Visitation Academy hosted the Sugarloaf Ninety-Nines Inc. to screen the film about women in aviation, specifically the Powder Puff Derby and the Air Race Classic. Ninety-Nines Inc. is an international organization of women pilots.
Producer Kara Martinelli and director Adam White, of Ohio, attended the event, which was meant to inspire an interest in aviation in young women.
“Our mission is to empower these girls to learn more about aviation,” Visitation Academy Principal Cindy Cantrel said. “The mission has always been to empower women and advance education.”
The showing was part of a continuing relationship between the Ninety-Nines Inc. and Visitation Academy, she said. In September, students participated in a day when they had the opportunity to take flights and learn more about aviation.
Cantrel said because the school is all girls, the students are very serious and focused on their studies.
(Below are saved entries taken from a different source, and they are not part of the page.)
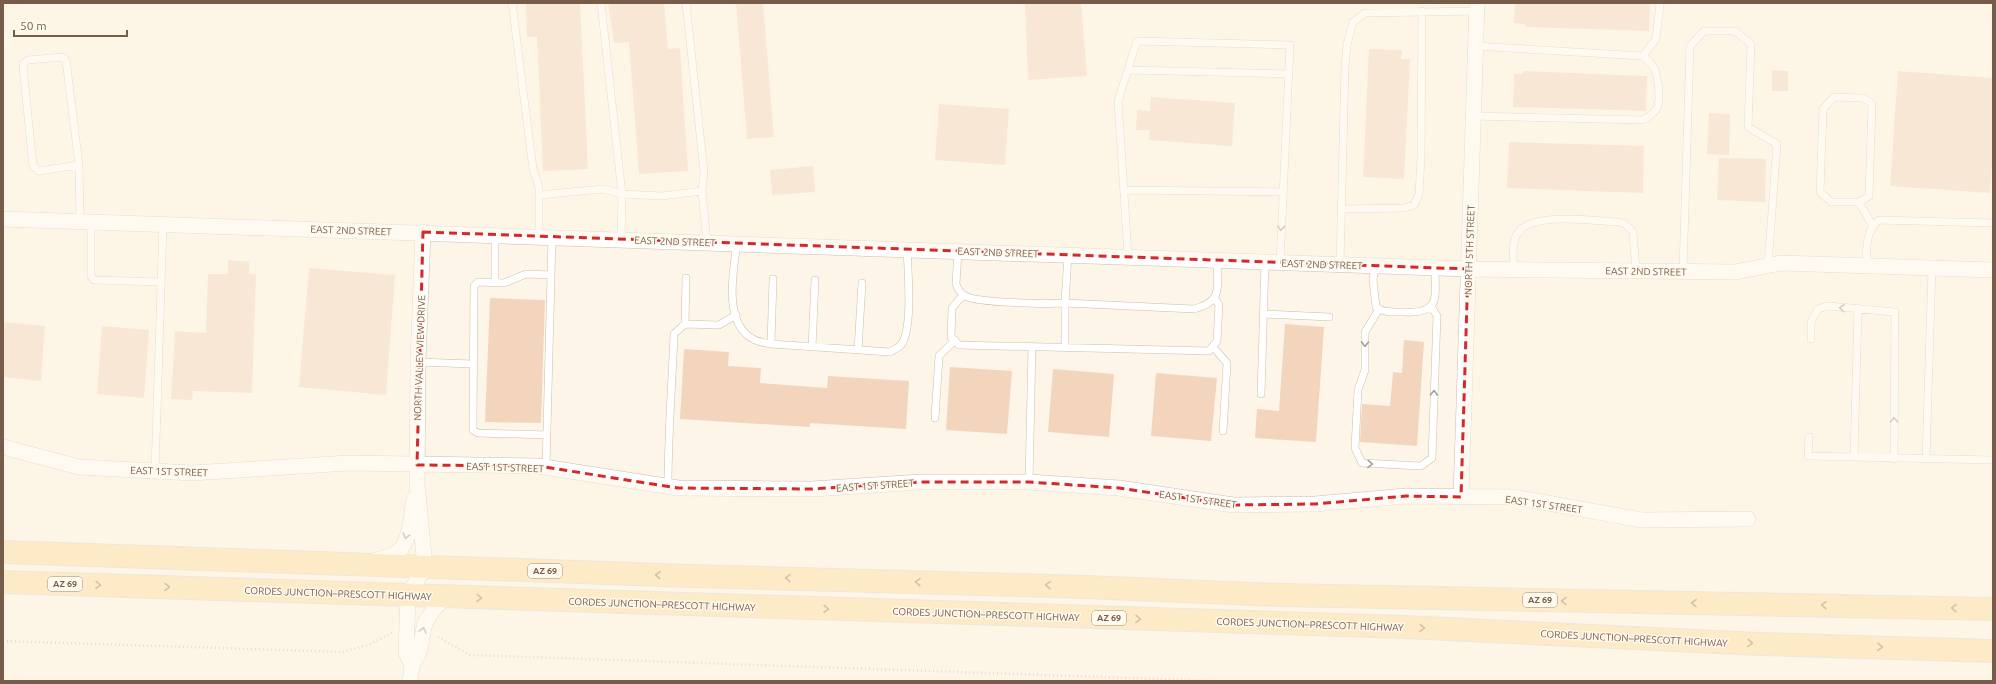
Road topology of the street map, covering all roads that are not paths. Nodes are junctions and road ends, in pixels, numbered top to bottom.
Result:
1 (512, 3) edge
2 (601, 3) edge
3 (686, 3) edge
4 (1660, 3) edge
5 (1477, 7) edge
6 (1422, 11) junction
7 (1475, 46) junction
8 (1643, 56) junction
9 (1129, 70) junction
10 (1288, 74) junction
11 (1473, 116) junction
12 (79, 165) junction
13 (1124, 190) junction
14 (702, 191) junction
15 (1283, 192) junction
16 (622, 194) junction
17 (539, 195) junction
18 (1859, 202) junction
19 (1343, 209) junction
20 (3, 219) edge
21 (86, 222) junction
22 (1993, 223) edge
23 (163, 224) junction
24 (1872, 225) junction
25 (423, 232) junction
26 (495, 236) junction
27 (545, 237) junction
28 (621, 240) junction
29 (707, 243) junction
30 (737, 244) junction
31 (907, 249) junction
32 (958, 251) junction
33 (1068, 254) junction
34 (1128, 256) junction
35 (1217, 260) junction
36 (1272, 263) junction
37 (1340, 265) junction
38 (1768, 265) junction
39 (1866, 265) junction
40 (1375, 266) junction
41 (1435, 268) junction
42 (1932, 268) junction
43 (1468, 269) junction
44 (1513, 269) junction
45 (1993, 270) edge
46 (1636, 271) junction
47 (1683, 271) junction
48 (551, 275) junction
49 (686, 278) dead end
50 (773, 279) dead end
51 (815, 280) dead end
52 (161, 282) junction
53 (495, 283) junction
54 (862, 283) dead end
55 (963, 295) junction
56 (1215, 298) junction
57 (1065, 303) junction
58 (1431, 306) junction
59 (1379, 309) junction
60 (1858, 309) junction
61 (1263, 314) junction
62 (736, 315) junction
63 (1329, 317) dead end
64 (685, 324) junction
65 (1811, 339) dead end
66 (955, 340) junction
67 (771, 344) junction
68 (812, 347) junction
69 (1032, 347) junction
70 (1065, 347) junction
71 (1213, 347) junction
72 (858, 350) junction
73 (418, 362) junction
74 (473, 364) junction
75 (1261, 394) dead end
76 (935, 418) dead end
77 (1223, 431) dead end
78 (547, 435) junction
79 (1809, 437) dead end
80 (3, 447) edge
81 (1854, 457) junction
82 (1894, 459) junction
83 (1926, 459) junction
84 (1993, 460) edge
85 (417, 465) junction
86 (546, 468) junction
87 (155, 471) junction
88 (1029, 482) junction
89 (417, 484) junction
90 (668, 486) junction
91 (1461, 497) junction
92 (1748, 519) dead end
93 (3, 552) edge
94 (366, 564) junction
95 (425, 566) junction
96 (3, 582) edge
97 (408, 596) junction
98 (445, 597) junction
99 (1993, 609) edge
100 (1993, 651) edge
101 (411, 674) edge

1 - 17 lane
2 - 16 lane
3 - 14 lane
4 - 8 lane
5 - 6 lane
5 - 7 street, NORTH 5TH STREET
6 - 19 lane
6 - 19 lane
7 - 8 lane
7 - 11 street, NORTH 5TH STREET
8 - 11 lane
9 - 10 lane
9 - 10 lane
9 - 13 lane
10 - 15 lane
11 - 43 street, NORTH 5TH STREET
12 - 12 lane
12 - 21 lane
13 - 15 lane
13 - 34 lane
14 - 16 lane
14 - 29 lane
15 -> 36 lane
16 - 17 lane
16 - 28 lane
17 - 27 lane
18 - 18 lane
18 - 24 lane
19 - 37 lane
20 - 21 street, EAST 2ND STREET
21 - 23 street, EAST 2ND STREET
21 - 52 lane
22 - 24 lane
23 - 25 street, EAST 2ND STREET
23 - 52 lane
24 - 39 lane
25 - 26 street, EAST 2ND STREET
25 - 73 street, NORTH VALLEY VIEW DRIVE
26 - 27 street, EAST 2ND STREET
26 - 53 lane
27 - 28 street, EAST 2ND STREET
27 - 48 lane
28 - 29 street, EAST 2ND STREET
29 - 30 street, EAST 2ND STREET
30 - 31 street, EAST 2ND STREET
30 - 62 lane
31 - 32 street, EAST 2ND STREET
31 - 72 lane
32 - 33 street, EAST 2ND STREET
32 - 55 lane
33 - 34 street, EAST 2ND STREET
33 - 57 lane
34 - 35 street, EAST 2ND STREET
35 - 36 street, EAST 2ND STREET
35 - 56 lane
36 - 37 street, EAST 2ND STREET
36 - 61 lane
37 - 40 street, EAST 2ND STREET
38 - 39 street, EAST 2ND STREET
38 - 47 street, EAST 2ND STREET
38 - 47 lane
39 - 42 street, EAST 2ND STREET
40 - 41 street, EAST 2ND STREET
40 - 59 lane
41 - 43 street, EAST 2ND STREET
41 - 58 lane
42 - 45 street, EAST 2ND STREET
42 - 83 lane
43 - 44 street, EAST 2ND STREET
43 - 91 street, NORTH 5TH STREET
44 - 46 street, EAST 2ND STREET
44 - 46 lane
46 - 47 street, EAST 2ND STREET
48 - 53 lane
48 - 78 lane
49 - 64 lane
50 - 67 lane
51 - 68 lane
52 - 87 lane
53 - 74 lane
54 - 72 lane
55 - 57 lane
55 - 66 lane
56 - 57 lane
56 - 71 lane
57 - 70 lane
58 - 59 lane
59 -> 58 lane
60 -> 65 lane
60 - 81 lane
82 -> 60 lane
61 - 63 lane
61 - 75 lane
62 - 64 lane
62 - 67 lane
64 - 90 lane
66 - 69 lane
66 - 76 lane
67 - 68 lane
68 - 72 lane
69 - 70 lane
69 - 88 lane
70 - 71 lane
71 - 77 lane
73 - 74 lane
73 - 85 street, NORTH VALLEY VIEW DRIVE
74 - 78 lane
78 - 86 lane
79 - 81 lane
80 - 87 street, EAST 1ST STREET
81 - 82 lane
82 - 83 lane
83 - 84 lane
85 - 86 street, EAST 1ST STREET
85 - 87 street, EAST 1ST STREET
85 - 89 street, NORTH VALLEY VIEW DRIVE
86 - 90 street, EAST 1ST STREET
88 - 90 street, EAST 1ST STREET
88 - 91 street, EAST 1ST STREET
89 -> 94 street, NORTH VALLEY VIEW DRIVE
89 - 95 street, NORTH VALLEY VIEW DRIVE
91 - 92 street, EAST 1ST STREET
93 - 94 main road, AZ 69
94 - 95 main road, AZ 69
95 - 97 street
99 -> 95 main road, AZ 69
96 -> 97 main road, CORDES JUNCTION–PRESCOTT HIGHWAY / AZ 69
97 - 98 main road, CORDES JUNCTION–PRESCOTT HIGHWAY / AZ 69
97 - 101 street
98 -> 100 main road, CORDES JUNCTION–PRESCOTT HIGHWAY / AZ 69
101 -> 98 street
She said it’s important that the girls are exposed to STEM areas so that they can consider pursuing a career in a field in which they might not otherwise realize they have opportunities.
The best time to grab their attention is in the first, second and third grades, she said.
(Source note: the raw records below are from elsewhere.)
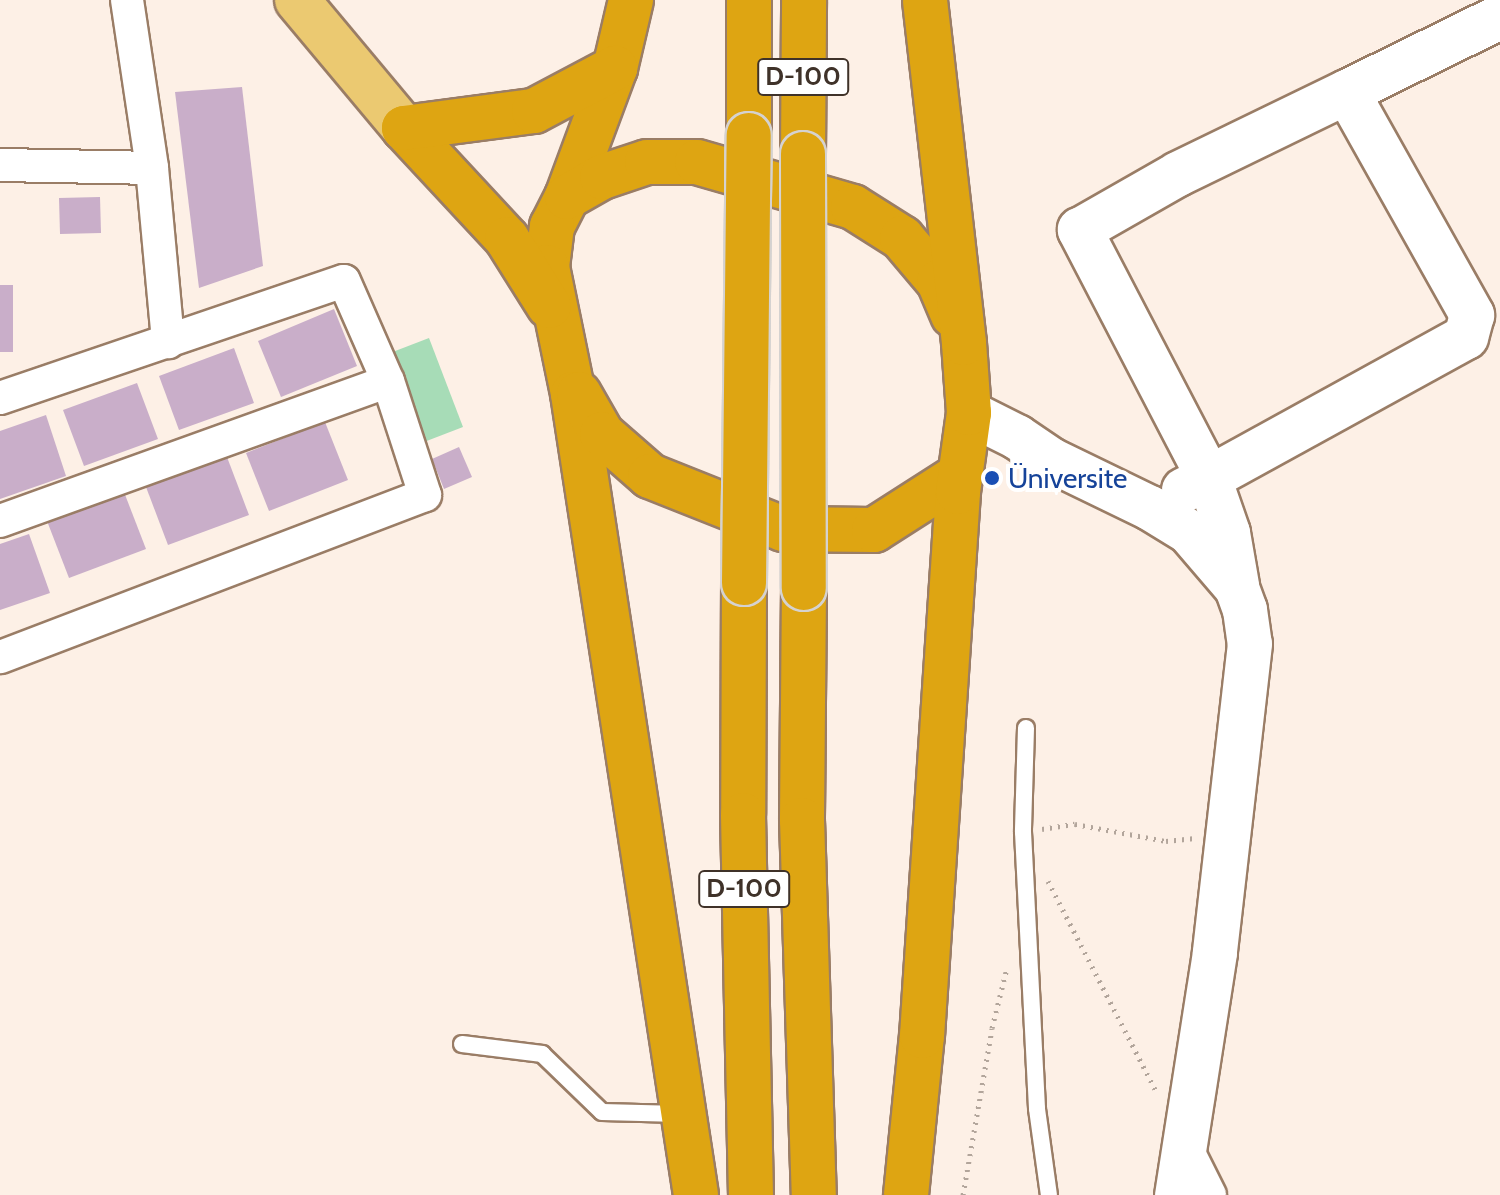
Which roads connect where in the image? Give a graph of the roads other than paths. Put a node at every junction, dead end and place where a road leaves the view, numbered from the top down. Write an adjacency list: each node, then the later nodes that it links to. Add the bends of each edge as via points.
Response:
1 (127, 0): 12 (street)
2 (297, 0): 10 (main road)
3 (631, 0): 8 (highway)
4 (749, 0): 32 (highway, D-100, bridge, via 743,815)
5 (804, 0): 33 (highway, D-100, bridge, via 802,820)
6 (925, 0): 16 (highway)
7 (1500, 17): 9 (street)
8 (615, 68): 10 (highway, via 534,111); 13 (highway)
9 (1347, 92): 22 (street, via 1472,315 1466,337); 22 (street, via 1178,174 1080,230)
10 (404, 128): 13 (highway, via 506,201); 14 (highway, via 507,239)
11 (0, 165): 12 (street)
12 (152, 168): 15 (street)
13 (560, 211): 14 (highway, via 547,267); 16 (highway, via 602,177 647,162 697,162 853,207 902,238 939,282)
14 (555, 314): 17 (highway)
15 (168, 342): 18 (street, via 344,281); 19 (street)
16 (964, 343): 20 (highway)
17 (568, 374): 21 (highway, via 602,434 650,476 783,529 874,530); 29 (highway)
18 (388, 381): 24 (street); 26 (street, via 425,495)
19 (0, 398)
20 (969, 413): 21 (highway); 23 (street)
21 (960, 475): 34 (highway, via 922,1036)
22 (1209, 478): 23 (street); 25 (street, via 1228,533)
23 (1150, 508): 25 (street, via 1189,532)
24 (0, 521)
25 (1237, 588): 30 (street, via 1250,644 1215,953)
26 (0, 657)
27 (1026, 728): 35 (lane, via 1023,832 1037,1109)
28 (462, 1044): 29 (lane, via 542,1054 602,1112)
29 (684, 1114): 31 (highway)
30 (1184, 1143): 36 (street); 37 (street)
31 (696, 1195)
32 (751, 1195)
33 (814, 1195)
34 (906, 1195)
35 (1049, 1195)
36 (1177, 1195)
37 (1210, 1195)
Martinelli said she was inspired by many aviators’ stories but noticed that there were some that weren’t being told.
“We needed to do one about women,” she said. “There’s a whole other contingent. ... It’s just such a shame that these girls are discouraged from science, not intentionally.”
Lin Caywood, membership director at Ninety-Nines Inc., was featured in the film as she participated in the 2014 Air Race Classic race. Caywood, a Frederick resident, said she began learning how to fly in her 30s and participated in the race in 2010, 2011, 2012 and 2014.
“It was kind of something I had always wanted to do,” she said.
It wasn’t until she was at a certain point in her life that she was able to pursue flight, she said. After completing a marathon in Alaska, she had been in a plane that landed on water, and after that she stopped running marathons and started learning how to fly, she said.
About 6 percent of all certified pilots are women, Caywood said.
Altamirano said Sophia had paid attention to the first half of the film before playing with her planes. At home, she pretends her hand is a plane, he said, so he thinks her interest in aviation could grow in the future.
The film will be broadcast on PBS in June during the air race.